*ABOUT THIS TASK:* In the records, find every line with the word "dead" and copy it out.
.....
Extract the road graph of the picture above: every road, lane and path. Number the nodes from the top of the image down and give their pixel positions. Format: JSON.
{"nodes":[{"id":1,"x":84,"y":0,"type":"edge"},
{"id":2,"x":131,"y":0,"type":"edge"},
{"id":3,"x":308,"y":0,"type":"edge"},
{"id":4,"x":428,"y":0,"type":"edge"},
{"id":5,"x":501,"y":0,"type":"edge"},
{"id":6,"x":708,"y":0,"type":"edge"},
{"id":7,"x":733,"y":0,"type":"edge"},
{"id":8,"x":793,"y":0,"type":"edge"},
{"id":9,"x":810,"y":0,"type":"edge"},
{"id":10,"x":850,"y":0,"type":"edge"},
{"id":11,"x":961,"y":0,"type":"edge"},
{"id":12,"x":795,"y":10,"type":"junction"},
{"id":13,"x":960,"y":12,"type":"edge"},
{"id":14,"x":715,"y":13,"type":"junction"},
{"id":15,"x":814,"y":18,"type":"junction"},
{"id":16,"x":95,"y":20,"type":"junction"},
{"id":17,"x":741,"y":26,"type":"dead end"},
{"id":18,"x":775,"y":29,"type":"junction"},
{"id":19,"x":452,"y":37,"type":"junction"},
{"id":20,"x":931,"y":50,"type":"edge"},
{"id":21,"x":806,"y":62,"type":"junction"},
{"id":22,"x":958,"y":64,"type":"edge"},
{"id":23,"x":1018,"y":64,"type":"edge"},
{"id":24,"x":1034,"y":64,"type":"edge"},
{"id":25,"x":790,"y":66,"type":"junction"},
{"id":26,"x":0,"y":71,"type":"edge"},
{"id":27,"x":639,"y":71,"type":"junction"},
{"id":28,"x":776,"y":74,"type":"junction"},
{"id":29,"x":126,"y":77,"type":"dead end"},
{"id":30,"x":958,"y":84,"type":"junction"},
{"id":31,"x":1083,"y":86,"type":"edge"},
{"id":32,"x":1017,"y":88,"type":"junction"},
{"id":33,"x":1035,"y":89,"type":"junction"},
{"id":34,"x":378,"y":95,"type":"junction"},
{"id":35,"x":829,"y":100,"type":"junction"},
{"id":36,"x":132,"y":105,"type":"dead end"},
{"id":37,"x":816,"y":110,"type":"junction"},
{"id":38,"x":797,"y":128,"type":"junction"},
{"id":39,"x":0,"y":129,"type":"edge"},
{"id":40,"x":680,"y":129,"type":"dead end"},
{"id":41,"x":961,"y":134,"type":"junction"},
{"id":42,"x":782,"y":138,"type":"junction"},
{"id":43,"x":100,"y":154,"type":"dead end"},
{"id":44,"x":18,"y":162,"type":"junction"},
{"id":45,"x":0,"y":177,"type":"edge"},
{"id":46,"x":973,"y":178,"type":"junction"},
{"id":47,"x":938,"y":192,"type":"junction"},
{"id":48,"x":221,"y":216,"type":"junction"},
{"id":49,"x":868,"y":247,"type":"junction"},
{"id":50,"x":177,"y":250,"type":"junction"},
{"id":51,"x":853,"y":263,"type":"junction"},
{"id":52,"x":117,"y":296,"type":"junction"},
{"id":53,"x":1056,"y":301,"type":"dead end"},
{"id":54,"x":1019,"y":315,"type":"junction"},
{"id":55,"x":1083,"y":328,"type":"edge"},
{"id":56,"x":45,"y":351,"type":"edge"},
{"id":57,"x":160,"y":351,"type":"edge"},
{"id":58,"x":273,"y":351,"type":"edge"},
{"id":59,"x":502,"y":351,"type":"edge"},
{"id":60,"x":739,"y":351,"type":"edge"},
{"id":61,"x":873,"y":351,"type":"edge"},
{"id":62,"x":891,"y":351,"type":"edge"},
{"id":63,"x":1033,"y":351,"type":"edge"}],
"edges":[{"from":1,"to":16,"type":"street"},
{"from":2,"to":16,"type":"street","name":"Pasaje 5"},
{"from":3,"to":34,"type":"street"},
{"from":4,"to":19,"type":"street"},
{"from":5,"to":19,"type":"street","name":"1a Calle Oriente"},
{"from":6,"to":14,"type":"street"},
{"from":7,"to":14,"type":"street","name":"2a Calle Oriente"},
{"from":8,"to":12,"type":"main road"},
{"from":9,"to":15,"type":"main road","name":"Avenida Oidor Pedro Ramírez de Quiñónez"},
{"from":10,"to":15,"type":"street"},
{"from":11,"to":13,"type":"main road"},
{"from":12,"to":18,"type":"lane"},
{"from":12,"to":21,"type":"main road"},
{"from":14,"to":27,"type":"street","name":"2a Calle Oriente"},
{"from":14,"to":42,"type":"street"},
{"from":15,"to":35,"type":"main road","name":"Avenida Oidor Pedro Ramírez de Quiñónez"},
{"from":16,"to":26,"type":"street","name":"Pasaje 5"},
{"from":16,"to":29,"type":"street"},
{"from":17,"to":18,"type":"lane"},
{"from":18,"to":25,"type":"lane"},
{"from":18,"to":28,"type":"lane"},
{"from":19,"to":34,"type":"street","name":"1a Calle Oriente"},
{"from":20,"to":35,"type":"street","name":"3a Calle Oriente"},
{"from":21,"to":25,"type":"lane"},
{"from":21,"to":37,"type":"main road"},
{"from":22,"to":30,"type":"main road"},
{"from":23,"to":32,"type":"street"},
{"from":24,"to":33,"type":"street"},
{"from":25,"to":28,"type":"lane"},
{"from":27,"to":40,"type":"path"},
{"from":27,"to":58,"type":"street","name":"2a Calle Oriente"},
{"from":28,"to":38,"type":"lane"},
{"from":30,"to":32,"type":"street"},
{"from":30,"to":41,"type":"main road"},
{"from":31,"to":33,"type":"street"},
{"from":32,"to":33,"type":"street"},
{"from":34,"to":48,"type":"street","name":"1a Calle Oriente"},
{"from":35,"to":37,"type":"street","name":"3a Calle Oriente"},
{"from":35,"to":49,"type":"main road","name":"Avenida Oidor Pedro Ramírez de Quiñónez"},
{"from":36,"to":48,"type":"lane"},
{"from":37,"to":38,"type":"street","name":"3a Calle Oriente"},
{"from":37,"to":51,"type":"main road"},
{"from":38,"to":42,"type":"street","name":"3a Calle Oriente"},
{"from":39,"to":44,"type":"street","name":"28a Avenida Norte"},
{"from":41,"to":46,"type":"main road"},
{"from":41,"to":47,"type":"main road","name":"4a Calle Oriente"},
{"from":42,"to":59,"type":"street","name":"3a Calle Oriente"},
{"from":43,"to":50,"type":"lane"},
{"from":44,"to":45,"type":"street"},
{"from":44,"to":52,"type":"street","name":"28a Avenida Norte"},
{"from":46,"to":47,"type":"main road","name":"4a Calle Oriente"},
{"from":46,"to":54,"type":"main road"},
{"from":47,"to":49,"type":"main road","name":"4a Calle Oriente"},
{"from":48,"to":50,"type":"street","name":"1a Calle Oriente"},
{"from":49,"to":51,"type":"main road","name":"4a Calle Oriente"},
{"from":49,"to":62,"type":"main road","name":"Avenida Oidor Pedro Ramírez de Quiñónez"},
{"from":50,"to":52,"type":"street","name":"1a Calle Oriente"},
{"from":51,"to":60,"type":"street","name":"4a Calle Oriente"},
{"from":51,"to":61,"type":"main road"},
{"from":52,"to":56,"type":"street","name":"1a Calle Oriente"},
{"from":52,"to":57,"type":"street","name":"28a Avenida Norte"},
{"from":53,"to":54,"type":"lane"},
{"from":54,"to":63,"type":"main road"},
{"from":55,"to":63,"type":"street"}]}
.....
*RESULT:*
{"id":17,"x":741,"y":26,"type":"dead end"},
{"id":29,"x":126,"y":77,"type":"dead end"},
{"id":36,"x":132,"y":105,"type":"dead end"},
{"id":40,"x":680,"y":129,"type":"dead end"},
{"id":43,"x":100,"y":154,"type":"dead end"},
{"id":53,"x":1056,"y":301,"type":"dead end"},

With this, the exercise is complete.